BEGIN Material to process

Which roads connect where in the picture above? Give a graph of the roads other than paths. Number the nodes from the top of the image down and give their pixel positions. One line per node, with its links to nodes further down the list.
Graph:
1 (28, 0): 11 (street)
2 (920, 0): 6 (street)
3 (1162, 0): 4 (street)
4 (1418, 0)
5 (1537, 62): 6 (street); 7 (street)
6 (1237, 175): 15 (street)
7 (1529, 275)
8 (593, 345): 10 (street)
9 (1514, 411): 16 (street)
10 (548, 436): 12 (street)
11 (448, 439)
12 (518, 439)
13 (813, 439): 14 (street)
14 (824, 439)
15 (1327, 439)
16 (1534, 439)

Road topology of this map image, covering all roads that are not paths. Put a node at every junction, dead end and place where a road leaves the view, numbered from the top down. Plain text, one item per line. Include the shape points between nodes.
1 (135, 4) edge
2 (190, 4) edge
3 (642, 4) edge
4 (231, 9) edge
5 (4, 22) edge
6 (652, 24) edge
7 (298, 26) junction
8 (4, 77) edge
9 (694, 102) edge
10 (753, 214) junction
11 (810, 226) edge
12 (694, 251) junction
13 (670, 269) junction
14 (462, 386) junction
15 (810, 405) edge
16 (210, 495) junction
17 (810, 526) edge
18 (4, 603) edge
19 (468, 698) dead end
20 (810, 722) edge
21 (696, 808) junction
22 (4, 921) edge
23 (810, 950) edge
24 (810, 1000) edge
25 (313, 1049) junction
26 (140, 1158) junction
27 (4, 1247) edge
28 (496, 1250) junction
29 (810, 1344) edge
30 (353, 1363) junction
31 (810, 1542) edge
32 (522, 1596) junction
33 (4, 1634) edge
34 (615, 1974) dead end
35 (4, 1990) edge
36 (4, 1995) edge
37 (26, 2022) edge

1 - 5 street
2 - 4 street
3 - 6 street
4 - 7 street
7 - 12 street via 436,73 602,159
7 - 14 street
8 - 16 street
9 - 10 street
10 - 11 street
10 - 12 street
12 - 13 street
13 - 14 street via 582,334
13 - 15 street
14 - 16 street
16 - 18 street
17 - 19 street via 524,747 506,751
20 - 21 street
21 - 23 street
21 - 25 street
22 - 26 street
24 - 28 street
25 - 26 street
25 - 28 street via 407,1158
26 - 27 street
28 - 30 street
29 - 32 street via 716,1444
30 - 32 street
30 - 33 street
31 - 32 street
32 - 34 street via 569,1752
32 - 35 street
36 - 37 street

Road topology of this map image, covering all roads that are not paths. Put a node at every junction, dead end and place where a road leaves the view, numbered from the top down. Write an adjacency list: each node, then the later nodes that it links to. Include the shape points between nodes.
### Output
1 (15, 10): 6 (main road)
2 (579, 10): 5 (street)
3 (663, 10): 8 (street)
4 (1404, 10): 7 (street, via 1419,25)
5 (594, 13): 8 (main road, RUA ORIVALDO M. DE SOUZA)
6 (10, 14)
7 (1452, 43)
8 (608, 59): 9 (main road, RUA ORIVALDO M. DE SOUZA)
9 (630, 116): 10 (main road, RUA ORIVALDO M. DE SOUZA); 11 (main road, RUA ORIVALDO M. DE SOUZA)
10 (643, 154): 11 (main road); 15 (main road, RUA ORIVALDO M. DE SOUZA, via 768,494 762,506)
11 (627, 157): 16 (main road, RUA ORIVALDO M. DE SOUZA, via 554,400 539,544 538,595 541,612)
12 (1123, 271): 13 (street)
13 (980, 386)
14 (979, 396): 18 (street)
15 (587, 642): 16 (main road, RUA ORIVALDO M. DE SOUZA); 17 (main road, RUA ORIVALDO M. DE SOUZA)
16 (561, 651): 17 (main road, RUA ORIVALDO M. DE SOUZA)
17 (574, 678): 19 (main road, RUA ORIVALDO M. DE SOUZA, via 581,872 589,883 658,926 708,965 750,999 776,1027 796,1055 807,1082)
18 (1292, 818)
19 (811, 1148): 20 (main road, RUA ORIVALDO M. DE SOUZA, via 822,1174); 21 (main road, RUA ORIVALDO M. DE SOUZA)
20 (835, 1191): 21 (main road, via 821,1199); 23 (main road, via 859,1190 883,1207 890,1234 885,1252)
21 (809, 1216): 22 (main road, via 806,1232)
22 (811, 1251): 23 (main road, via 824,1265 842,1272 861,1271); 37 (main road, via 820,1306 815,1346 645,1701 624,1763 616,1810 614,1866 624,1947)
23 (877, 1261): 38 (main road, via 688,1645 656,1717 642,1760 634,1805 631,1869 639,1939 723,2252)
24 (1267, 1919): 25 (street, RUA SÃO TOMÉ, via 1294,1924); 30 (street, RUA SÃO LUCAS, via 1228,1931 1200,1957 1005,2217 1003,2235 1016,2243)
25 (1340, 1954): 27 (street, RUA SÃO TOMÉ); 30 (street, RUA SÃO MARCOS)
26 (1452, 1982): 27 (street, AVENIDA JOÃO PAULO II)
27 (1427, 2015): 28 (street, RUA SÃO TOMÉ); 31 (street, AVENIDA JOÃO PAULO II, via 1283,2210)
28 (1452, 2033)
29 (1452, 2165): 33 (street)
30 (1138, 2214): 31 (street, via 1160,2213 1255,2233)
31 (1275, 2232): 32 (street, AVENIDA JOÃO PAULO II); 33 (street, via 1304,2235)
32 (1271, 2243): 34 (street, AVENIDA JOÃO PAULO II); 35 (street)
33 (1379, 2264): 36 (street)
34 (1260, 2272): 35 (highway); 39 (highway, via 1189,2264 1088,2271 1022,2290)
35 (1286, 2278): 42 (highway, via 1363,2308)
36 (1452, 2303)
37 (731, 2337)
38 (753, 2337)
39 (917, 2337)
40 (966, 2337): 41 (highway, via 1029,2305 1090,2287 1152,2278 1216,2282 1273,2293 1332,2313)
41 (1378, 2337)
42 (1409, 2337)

END Material to process

| What this task involves |
Every record above needs to be repeated word for word.

| Solution for this exercise |
Which roads connect where in the picture above? Give a graph of the roads other than paths. Number the nodes from the top of the image down and give their pixel positions. One line per node, with its links to nodes further down the list.
Graph:
1 (28, 0): 11 (street)
2 (920, 0): 6 (street)
3 (1162, 0): 4 (street)
4 (1418, 0)
5 (1537, 62): 6 (street); 7 (street)
6 (1237, 175): 15 (street)
7 (1529, 275)
8 (593, 345): 10 (street)
9 (1514, 411): 16 (street)
10 (548, 436): 12 (street)
11 (448, 439)
12 (518, 439)
13 (813, 439): 14 (street)
14 (824, 439)
15 (1327, 439)
16 (1534, 439)

Road topology of this map image, covering all roads that are not paths. Put a node at every junction, dead end and place where a road leaves the view, numbered from the top down. Plain text, one item per line. Include the shape points between nodes.
1 (135, 4) edge
2 (190, 4) edge
3 (642, 4) edge
4 (231, 9) edge
5 (4, 22) edge
6 (652, 24) edge
7 (298, 26) junction
8 (4, 77) edge
9 (694, 102) edge
10 (753, 214) junction
11 (810, 226) edge
12 (694, 251) junction
13 (670, 269) junction
14 (462, 386) junction
15 (810, 405) edge
16 (210, 495) junction
17 (810, 526) edge
18 (4, 603) edge
19 (468, 698) dead end
20 (810, 722) edge
21 (696, 808) junction
22 (4, 921) edge
23 (810, 950) edge
24 (810, 1000) edge
25 (313, 1049) junction
26 (140, 1158) junction
27 (4, 1247) edge
28 (496, 1250) junction
29 (810, 1344) edge
30 (353, 1363) junction
31 (810, 1542) edge
32 (522, 1596) junction
33 (4, 1634) edge
34 (615, 1974) dead end
35 (4, 1990) edge
36 (4, 1995) edge
37 (26, 2022) edge

1 - 5 street
2 - 4 street
3 - 6 street
4 - 7 street
7 - 12 street via 436,73 602,159
7 - 14 street
8 - 16 street
9 - 10 street
10 - 11 street
10 - 12 street
12 - 13 street
13 - 14 street via 582,334
13 - 15 street
14 - 16 street
16 - 18 street
17 - 19 street via 524,747 506,751
20 - 21 street
21 - 23 street
21 - 25 street
22 - 26 street
24 - 28 street
25 - 26 street
25 - 28 street via 407,1158
26 - 27 street
28 - 30 street
29 - 32 street via 716,1444
30 - 32 street
30 - 33 street
31 - 32 street
32 - 34 street via 569,1752
32 - 35 street
36 - 37 street

Road topology of this map image, covering all roads that are not paths. Put a node at every junction, dead end and place where a road leaves the view, numbered from the top down. Write an adjacency list: each node, then the later nodes that it links to. Include the shape points between nodes.
### Output
1 (15, 10): 6 (main road)
2 (579, 10): 5 (street)
3 (663, 10): 8 (street)
4 (1404, 10): 7 (street, via 1419,25)
5 (594, 13): 8 (main road, RUA ORIVALDO M. DE SOUZA)
6 (10, 14)
7 (1452, 43)
8 (608, 59): 9 (main road, RUA ORIVALDO M. DE SOUZA)
9 (630, 116): 10 (main road, RUA ORIVALDO M. DE SOUZA); 11 (main road, RUA ORIVALDO M. DE SOUZA)
10 (643, 154): 11 (main road); 15 (main road, RUA ORIVALDO M. DE SOUZA, via 768,494 762,506)
11 (627, 157): 16 (main road, RUA ORIVALDO M. DE SOUZA, via 554,400 539,544 538,595 541,612)
12 (1123, 271): 13 (street)
13 (980, 386)
14 (979, 396): 18 (street)
15 (587, 642): 16 (main road, RUA ORIVALDO M. DE SOUZA); 17 (main road, RUA ORIVALDO M. DE SOUZA)
16 (561, 651): 17 (main road, RUA ORIVALDO M. DE SOUZA)
17 (574, 678): 19 (main road, RUA ORIVALDO M. DE SOUZA, via 581,872 589,883 658,926 708,965 750,999 776,1027 796,1055 807,1082)
18 (1292, 818)
19 (811, 1148): 20 (main road, RUA ORIVALDO M. DE SOUZA, via 822,1174); 21 (main road, RUA ORIVALDO M. DE SOUZA)
20 (835, 1191): 21 (main road, via 821,1199); 23 (main road, via 859,1190 883,1207 890,1234 885,1252)
21 (809, 1216): 22 (main road, via 806,1232)
22 (811, 1251): 23 (main road, via 824,1265 842,1272 861,1271); 37 (main road, via 820,1306 815,1346 645,1701 624,1763 616,1810 614,1866 624,1947)
23 (877, 1261): 38 (main road, via 688,1645 656,1717 642,1760 634,1805 631,1869 639,1939 723,2252)
24 (1267, 1919): 25 (street, RUA SÃO TOMÉ, via 1294,1924); 30 (street, RUA SÃO LUCAS, via 1228,1931 1200,1957 1005,2217 1003,2235 1016,2243)
25 (1340, 1954): 27 (street, RUA SÃO TOMÉ); 30 (street, RUA SÃO MARCOS)
26 (1452, 1982): 27 (street, AVENIDA JOÃO PAULO II)
27 (1427, 2015): 28 (street, RUA SÃO TOMÉ); 31 (street, AVENIDA JOÃO PAULO II, via 1283,2210)
28 (1452, 2033)
29 (1452, 2165): 33 (street)
30 (1138, 2214): 31 (street, via 1160,2213 1255,2233)
31 (1275, 2232): 32 (street, AVENIDA JOÃO PAULO II); 33 (street, via 1304,2235)
32 (1271, 2243): 34 (street, AVENIDA JOÃO PAULO II); 35 (street)
33 (1379, 2264): 36 (street)
34 (1260, 2272): 35 (highway); 39 (highway, via 1189,2264 1088,2271 1022,2290)
35 (1286, 2278): 42 (highway, via 1363,2308)
36 (1452, 2303)
37 (731, 2337)
38 (753, 2337)
39 (917, 2337)
40 (966, 2337): 41 (highway, via 1029,2305 1090,2287 1152,2278 1216,2282 1273,2293 1332,2313)
41 (1378, 2337)
42 (1409, 2337)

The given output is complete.